Today I forwarded am email I got, full of random bits of advice. My Dad, who is rarely online, read it and replied that he was really excited to try the method for cleaning the lint filter on the dryer. This was not a joke. Dad has taken over more and more of the housekeeping duties over the last 20 years. It started when we moved from Germany to Maryland, and he began doing the grocery shopping at the military base where he worked because it was less expensive than the civilian stores we lived near. When he became a firefighter, he had more days at home than my mom, so he kept it up.
Dad has his special -- oh, let's just call it anal -- way of doing things. By the time I was in grad school, he was cleaning the bathrooms proudly. One day I came downstairs and saw a washcloth sitting on the kitchen counter. "Dad, is that the cloth you just used to clean the toilets?" "Yeah." "It's on the counter where we put our food." "Hey! Those toilets are the cleanest things in this house!" It was probably true, but I bet you'll hesitate now if I invite you over for Thanksgiving.

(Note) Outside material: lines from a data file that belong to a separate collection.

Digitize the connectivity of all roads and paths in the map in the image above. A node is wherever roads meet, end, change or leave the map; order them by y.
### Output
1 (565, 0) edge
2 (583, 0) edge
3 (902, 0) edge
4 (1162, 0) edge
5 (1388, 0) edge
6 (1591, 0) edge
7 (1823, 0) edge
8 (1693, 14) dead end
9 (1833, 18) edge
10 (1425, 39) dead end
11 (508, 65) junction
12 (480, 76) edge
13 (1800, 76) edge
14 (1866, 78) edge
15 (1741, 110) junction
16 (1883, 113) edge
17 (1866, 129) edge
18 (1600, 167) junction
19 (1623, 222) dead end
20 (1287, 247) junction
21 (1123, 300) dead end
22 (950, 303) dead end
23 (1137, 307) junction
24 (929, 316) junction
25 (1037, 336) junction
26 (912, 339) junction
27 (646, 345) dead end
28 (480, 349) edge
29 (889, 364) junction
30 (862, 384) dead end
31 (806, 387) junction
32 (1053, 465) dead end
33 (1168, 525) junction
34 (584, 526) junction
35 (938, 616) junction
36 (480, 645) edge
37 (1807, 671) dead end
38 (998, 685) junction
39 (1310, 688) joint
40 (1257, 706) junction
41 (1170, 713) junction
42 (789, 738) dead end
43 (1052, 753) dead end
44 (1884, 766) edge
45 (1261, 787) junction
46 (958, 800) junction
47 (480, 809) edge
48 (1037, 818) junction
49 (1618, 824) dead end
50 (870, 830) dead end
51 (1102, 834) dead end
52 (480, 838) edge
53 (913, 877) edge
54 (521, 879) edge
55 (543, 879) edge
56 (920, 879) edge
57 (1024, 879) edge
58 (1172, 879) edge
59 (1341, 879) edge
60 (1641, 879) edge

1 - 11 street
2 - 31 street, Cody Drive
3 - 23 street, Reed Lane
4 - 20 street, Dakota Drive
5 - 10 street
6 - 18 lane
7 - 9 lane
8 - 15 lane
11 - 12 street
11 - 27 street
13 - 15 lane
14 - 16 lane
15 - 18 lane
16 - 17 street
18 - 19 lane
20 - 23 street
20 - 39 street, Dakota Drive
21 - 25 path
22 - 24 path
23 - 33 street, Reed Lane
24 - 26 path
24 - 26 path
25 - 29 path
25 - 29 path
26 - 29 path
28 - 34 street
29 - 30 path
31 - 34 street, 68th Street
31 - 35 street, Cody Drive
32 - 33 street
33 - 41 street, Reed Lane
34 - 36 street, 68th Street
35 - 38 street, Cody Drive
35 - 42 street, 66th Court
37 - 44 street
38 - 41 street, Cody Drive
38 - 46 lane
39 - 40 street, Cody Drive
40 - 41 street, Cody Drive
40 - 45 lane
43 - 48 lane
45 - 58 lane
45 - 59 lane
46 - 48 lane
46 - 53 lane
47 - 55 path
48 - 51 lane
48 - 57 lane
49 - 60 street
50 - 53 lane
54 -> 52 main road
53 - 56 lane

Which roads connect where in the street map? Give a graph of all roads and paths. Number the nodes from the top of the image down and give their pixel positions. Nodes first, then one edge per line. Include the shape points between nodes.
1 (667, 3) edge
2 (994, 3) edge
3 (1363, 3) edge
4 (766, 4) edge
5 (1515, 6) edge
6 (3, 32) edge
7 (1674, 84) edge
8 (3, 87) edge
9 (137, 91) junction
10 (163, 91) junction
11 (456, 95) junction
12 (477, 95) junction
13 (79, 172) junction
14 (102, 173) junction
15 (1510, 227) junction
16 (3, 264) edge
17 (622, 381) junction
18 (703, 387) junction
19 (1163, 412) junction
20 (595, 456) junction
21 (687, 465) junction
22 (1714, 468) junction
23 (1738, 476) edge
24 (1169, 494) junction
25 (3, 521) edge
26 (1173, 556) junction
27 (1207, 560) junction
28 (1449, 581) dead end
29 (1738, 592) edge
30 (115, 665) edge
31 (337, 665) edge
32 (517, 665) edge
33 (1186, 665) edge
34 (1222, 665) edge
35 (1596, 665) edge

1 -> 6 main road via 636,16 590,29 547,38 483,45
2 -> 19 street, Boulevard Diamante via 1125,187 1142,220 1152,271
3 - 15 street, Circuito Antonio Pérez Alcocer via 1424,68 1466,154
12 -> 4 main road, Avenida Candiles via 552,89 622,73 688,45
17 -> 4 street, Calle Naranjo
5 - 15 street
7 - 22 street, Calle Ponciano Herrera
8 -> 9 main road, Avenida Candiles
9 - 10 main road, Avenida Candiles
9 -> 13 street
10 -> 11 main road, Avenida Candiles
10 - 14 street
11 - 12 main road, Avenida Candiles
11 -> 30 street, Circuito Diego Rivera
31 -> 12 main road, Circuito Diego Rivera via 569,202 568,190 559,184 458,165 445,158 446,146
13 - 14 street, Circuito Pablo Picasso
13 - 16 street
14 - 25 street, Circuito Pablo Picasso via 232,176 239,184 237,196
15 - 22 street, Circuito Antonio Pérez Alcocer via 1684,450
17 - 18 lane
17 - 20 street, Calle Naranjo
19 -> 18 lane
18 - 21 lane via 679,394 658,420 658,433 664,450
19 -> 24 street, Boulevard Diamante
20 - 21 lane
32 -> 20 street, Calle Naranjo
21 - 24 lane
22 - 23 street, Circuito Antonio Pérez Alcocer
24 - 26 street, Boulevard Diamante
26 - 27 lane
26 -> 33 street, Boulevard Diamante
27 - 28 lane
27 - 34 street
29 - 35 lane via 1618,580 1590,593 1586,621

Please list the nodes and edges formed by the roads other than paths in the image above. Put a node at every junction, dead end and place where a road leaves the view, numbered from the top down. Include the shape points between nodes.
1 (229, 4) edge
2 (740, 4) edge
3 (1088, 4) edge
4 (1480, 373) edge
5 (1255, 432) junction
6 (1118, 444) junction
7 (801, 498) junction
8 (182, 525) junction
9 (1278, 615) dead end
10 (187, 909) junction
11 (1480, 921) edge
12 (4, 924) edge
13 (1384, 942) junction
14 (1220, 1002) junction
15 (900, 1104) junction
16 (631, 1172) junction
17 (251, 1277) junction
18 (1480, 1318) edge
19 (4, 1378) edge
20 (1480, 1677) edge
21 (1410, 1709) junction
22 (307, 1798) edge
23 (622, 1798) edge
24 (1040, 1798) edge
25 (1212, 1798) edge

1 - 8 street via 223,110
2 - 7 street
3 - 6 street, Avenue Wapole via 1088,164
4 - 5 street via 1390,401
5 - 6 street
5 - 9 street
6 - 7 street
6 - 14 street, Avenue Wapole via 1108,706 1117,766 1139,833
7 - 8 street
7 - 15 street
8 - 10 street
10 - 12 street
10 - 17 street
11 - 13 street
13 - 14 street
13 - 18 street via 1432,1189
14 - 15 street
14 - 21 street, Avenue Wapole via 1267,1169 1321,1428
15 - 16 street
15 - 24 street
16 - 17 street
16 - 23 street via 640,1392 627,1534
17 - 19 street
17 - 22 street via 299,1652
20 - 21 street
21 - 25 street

He has a sponge system -- this sponge for dishes, that rag for counters. And a towel system -- this towel for hands, that towel for surfaces. I mess it all up when I come home. It's great, because it usually ends up with him doing things himself if he wants them done right, and I get to do what I do best: Watch TV in the other room. Or sit at the table and tell stupid stories while he's trying to concentrate on getting a ring out of the cherry-wood island. Or anything that doesn't require a toilets-cleaner-than-counter-tops mentality.
Maybe it's military discipline that just sticks with a guy. My brother certainly is becoming more Dad-like that way. I'd just assumed it was latent genetics.
Anyway, Dad was quite appreciative of all the little household hints in the email. I wrote back to remind him not to forget the tip about placing a safety pin in your slip to keep your skirt from getting clingy. His response: "That's an old one -- been doin' that for years!" Apparently these are the pearls of wisdom a man picks up during fifteen years on the fire department. Those guys are all kinds of useful.